Quantum Mechanics is arguably one of the most successful theories in the history of science, for its predictions are confirmed by countless experiments, making it a cornerstone of contemporary physics. However, a century after its inception, the theory still challenges our classical worldview, offering a counterintuitive description of nature at microscopic scales. Contrary to classical mechanics, where objects are individually distinguishable and possess well-defined attributes at all times, QM speaks about indistinguishable systems with indeterminate properties, superposed states, and non-local interactions. Unsurprisingly, then, questions concerning its ontology, i.e., what fundamentally exists, are still vividly discussed to this day.

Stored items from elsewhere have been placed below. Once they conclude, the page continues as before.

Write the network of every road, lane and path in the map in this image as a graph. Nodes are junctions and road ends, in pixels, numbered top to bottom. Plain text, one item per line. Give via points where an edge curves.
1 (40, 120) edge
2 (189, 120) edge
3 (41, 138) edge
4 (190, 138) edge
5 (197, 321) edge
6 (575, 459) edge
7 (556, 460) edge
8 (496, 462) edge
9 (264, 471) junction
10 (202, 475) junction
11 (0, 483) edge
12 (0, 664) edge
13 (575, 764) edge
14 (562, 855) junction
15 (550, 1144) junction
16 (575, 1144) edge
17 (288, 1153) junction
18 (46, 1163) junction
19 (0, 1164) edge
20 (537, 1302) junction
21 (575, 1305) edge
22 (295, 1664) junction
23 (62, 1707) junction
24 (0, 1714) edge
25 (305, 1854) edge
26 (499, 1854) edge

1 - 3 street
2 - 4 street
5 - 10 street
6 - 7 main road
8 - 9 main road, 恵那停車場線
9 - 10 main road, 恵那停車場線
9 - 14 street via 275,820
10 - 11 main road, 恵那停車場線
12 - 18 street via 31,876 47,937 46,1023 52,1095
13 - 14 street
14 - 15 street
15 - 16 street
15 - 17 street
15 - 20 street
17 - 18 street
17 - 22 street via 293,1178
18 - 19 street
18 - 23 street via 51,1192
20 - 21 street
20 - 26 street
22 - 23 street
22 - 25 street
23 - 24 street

Despite its empirical success, however, physicists and philosophers alike enquire whether QM should be considered a true description of the natural world, because this theory is affected by conceptual conundrums and formal difficulties (e.g., the measurement problem). To address such issues, new quantum interpretations emerged from the 1950s. Among the many existing alternatives, here we consider a widely discussed framework that turns thirty this year, Carlo Rovelli’s Relational Quantum Mechanics (RQM).

RQM is motivated by Rovelli’s work in loop quantum gravity, where spacetime is not a substance existing per se, but rather it emerges from a dynamic network of relations, providing a relational perspective of it.